Understanding Bell’s theorem part 3: the Many-Worlds version

This post is based on discussions with Harvey Brown, Eric Cavalcanti, and Nathan Walk..

After going through two versions of Bell’s theorem, one might hope to be done with it. Well, this was the situation in 1975, and judging by the huge amount of literature produced since then about Bell’s theorem, I think it is clear that the scientific community is far from being done with it. Why is that so? One reason is that many people really don’t want to give up any of the assumptions behind the simple version of Bell’s theorem: they are used to classical mechanics, which offers them a world with determinism and no action at a distance, and they want to keep it that way. But if you ask more specifically the quantum community, they do not lose any sleep over the simple version: they are happy to give up determinism and keep no action at a distance. Instead, the real thorn in their side is the failure of local causality. It is after all a well-motivated locality assumption that, even if it is not demanded by relativity, it seems to be a plausible extrapolation from it. Furthermore, the failure of local causality is not even a brute experimental fact that people must just accept and be done with it. To see that your probabilities have changed as a result of a measurement done in a space-like separated region you need to know the result of said measurement. And then it is not space-like separated anymore, it has moved to your past light cone.

But this is is just an abstract complaint about the theorem, that doesn’t suggest any obvious solution. A more concrete problem, which is much easier to address, is that both the simple and the nonlocal versions blissfully ignore the Many-Worlds interpretation. Even if you don’t find this interpretation compelling, it is taken seriously by a big part of the scientific community, and I don’t think it is defensible to simply ignore it when discussing the foundations of quantum mechanics.

So how do we reformulate Bell’s theorem to take the Many-Worlds interpretation into account? In this point the literature is rather disappointing, as nobody seems to have tried to do that. The papers I know either exclude the Many-Worlds interpretation via an explicit assumption, or simply note that Bell’s theorem does not apply to it, as the derivation implicitly assume that measurements have a single outcome. This is true, but rather unsatisfactory. Should we conclude then that Bell’s theorem is just a mistake? And how about local causality, is it violated or not? And how about quantum key distribution, does it work at all, or do we need to change cryptosystems if we believe that Many-Worlds is true?

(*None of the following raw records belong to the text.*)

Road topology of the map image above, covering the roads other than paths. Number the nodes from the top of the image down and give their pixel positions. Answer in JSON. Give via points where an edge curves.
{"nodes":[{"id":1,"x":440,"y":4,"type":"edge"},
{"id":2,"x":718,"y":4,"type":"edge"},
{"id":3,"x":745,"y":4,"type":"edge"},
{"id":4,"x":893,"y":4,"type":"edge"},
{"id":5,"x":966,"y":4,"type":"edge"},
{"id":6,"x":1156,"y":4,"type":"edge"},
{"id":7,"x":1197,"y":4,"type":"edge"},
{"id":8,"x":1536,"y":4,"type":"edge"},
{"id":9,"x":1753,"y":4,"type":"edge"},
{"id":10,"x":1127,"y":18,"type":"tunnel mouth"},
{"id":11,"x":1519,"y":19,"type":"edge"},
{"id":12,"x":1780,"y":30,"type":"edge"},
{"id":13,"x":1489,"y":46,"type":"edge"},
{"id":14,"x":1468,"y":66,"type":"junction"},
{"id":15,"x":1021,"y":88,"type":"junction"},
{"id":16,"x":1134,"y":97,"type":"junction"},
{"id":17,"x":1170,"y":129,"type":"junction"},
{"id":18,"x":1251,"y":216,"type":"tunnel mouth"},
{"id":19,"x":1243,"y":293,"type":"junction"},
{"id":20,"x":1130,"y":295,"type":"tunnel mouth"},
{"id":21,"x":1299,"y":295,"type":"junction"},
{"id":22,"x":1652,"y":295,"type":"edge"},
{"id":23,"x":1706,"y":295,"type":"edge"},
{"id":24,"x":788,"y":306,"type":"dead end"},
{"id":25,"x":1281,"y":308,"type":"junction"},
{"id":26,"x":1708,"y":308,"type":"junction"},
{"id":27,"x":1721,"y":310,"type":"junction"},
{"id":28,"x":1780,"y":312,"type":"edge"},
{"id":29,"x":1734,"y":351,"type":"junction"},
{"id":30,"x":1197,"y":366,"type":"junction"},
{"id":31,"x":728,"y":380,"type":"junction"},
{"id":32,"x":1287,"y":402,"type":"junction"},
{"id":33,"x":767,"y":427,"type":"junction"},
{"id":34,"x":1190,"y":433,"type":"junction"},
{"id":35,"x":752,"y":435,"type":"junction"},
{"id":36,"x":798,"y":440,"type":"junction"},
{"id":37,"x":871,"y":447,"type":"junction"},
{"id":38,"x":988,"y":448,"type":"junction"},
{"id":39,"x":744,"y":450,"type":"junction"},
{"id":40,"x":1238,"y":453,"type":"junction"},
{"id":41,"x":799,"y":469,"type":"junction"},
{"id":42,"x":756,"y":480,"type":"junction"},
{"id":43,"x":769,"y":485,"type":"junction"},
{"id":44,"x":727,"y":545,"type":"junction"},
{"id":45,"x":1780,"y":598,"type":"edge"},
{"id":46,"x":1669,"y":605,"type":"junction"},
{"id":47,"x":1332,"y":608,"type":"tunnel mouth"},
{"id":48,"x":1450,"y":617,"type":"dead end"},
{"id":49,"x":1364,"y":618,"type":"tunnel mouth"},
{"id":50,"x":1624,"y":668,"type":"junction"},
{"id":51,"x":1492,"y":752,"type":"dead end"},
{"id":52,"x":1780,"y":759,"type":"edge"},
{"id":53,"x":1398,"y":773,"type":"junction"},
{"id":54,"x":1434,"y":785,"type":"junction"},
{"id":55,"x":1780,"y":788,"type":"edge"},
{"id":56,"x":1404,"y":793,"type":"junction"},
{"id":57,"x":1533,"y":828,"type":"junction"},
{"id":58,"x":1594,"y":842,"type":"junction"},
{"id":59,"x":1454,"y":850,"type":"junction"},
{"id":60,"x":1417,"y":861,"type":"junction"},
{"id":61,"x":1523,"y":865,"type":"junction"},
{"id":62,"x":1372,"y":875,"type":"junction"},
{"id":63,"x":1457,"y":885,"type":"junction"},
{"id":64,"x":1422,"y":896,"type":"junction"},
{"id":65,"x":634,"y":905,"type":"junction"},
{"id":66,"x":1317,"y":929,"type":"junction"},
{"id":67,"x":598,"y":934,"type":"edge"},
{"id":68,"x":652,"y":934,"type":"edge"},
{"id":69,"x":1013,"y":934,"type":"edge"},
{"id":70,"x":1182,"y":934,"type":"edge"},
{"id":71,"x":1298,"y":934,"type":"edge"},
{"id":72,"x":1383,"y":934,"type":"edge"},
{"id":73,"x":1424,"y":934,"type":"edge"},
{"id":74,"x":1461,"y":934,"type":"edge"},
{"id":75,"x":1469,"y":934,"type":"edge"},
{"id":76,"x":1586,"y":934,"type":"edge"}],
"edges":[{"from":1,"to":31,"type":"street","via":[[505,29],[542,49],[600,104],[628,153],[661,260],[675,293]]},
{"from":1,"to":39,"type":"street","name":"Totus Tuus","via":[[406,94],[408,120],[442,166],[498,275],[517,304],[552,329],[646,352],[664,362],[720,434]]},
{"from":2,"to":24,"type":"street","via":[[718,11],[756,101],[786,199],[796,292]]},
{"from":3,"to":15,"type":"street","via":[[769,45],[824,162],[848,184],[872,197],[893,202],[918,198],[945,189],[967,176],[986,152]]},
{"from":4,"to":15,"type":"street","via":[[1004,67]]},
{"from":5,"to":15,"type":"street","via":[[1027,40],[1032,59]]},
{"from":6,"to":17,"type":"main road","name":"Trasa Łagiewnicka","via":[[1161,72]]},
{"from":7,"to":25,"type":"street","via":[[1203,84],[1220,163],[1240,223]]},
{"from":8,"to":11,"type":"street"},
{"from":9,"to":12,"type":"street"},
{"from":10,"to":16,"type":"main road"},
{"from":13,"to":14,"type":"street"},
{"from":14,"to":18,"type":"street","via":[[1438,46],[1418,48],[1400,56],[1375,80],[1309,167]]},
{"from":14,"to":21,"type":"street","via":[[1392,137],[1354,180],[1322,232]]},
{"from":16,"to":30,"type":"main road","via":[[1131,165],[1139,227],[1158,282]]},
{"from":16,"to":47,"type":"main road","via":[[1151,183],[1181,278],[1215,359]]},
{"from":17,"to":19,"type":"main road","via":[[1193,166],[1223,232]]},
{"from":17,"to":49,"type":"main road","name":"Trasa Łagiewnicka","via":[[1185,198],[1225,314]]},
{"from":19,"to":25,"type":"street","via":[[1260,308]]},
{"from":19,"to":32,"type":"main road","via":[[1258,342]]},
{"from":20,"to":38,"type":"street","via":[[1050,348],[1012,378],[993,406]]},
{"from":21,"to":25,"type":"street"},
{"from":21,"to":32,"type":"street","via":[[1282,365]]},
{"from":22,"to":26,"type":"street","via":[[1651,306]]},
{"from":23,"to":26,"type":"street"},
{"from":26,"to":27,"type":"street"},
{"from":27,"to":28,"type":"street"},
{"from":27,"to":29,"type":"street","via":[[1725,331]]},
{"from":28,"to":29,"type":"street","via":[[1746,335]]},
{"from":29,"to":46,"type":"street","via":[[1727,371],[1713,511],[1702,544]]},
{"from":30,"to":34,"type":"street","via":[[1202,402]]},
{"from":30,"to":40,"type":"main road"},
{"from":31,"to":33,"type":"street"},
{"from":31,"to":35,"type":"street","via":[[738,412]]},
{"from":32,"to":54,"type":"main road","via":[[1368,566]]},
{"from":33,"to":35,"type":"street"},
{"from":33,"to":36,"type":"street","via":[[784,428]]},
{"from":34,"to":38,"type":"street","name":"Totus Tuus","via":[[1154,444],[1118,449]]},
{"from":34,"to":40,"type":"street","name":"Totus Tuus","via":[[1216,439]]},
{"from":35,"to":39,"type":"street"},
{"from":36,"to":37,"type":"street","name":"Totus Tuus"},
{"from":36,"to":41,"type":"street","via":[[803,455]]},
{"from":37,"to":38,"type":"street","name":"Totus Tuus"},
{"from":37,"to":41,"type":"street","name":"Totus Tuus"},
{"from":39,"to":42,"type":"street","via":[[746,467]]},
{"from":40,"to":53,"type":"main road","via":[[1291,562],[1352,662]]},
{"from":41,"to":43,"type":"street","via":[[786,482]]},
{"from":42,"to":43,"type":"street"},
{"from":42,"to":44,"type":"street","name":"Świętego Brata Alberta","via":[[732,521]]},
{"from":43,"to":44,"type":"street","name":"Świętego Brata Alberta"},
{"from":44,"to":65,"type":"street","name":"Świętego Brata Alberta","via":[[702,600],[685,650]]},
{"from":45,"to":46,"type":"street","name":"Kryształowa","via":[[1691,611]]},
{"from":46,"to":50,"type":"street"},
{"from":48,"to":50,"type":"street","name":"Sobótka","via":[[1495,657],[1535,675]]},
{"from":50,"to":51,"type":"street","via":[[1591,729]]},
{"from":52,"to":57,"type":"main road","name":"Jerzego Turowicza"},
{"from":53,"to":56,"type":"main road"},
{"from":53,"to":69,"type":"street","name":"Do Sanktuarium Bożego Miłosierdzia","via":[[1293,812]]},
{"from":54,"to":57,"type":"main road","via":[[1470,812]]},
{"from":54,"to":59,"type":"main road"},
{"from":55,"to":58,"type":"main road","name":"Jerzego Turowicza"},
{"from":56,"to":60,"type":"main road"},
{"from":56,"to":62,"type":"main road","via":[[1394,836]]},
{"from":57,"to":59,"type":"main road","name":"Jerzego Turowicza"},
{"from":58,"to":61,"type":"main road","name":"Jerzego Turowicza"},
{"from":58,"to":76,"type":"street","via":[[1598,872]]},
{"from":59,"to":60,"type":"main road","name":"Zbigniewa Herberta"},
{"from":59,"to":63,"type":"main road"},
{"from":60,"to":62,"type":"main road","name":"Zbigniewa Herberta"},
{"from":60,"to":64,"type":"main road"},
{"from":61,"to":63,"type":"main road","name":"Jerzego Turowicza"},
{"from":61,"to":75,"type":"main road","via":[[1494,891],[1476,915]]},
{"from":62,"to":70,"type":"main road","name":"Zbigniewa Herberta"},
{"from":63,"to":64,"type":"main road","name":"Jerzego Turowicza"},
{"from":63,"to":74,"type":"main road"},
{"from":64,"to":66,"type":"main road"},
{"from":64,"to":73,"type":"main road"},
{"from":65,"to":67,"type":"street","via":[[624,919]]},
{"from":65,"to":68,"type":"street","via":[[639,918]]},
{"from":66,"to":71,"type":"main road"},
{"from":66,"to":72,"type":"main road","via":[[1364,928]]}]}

Let us start by examining local causality, or more precisely one of the equations we used in the derivation:
\[ p(a|bxy\lambda) = p(a|x\lambda) \]
this says that the probability of Alice obtaining outcome $a$ depends only on her setting $x$ and the physical state $\lambda$, and not on Bob’s setting $y$ or his outcome $b$. We immediately have a problem: what can “Bob’s outcome $b$” possibly mean in the Many-Worlds interpretation? After all if Alice and Bob share an entangled state $\frac{\ket{00}+\ket{11}}{\sqrt2}$, then before Bob’s measurement their joint state is
\[ \ket{\text{Alice}}\frac{\ket{00}+\ket{11}}{\sqrt2}\ket{\text{Bob}} \]
which, after his measurement, becomes
\[ \ket{\text{Alice}}\frac{\ket{00\text{Bob}_0}+\ket{11\text{Bob}_1}}{\sqrt2}\]
So there is no such thing as “Bob’s outcome”. There are two copies of Bob, each seeing a different outcome. Maybe we can then use $b=\frac{\ket{00\text{Bob}_0}+\ket{11\text{Bob}_1}}{\sqrt2}$ in that equation, instead of $b=0$ or $b=1$. Does it work then? Well, there is still the problem that the equation is about the “probability of Alice obtaining outcome $a$”. But we know that there is also no such thing as “Alice’s outcome”: there will be two copies of Alice, each seeing a different outcome. So from a third-person perspective it makes no sense to talk about the “probability of Alice obtaining outcome $a$”. On the other hand, from Alice’s perspective she will experience a single outcome (if you experience more than one outcome, I want to know what are you smoking), so we can talk about probabilities in a first-person, decision-theoretic way. The equation is then about how much Alice should bet on experiencing outcome $a$, or more precisely the maximum she should pay for a ticket that gives her 1€ if the outcome she experiences is $a$.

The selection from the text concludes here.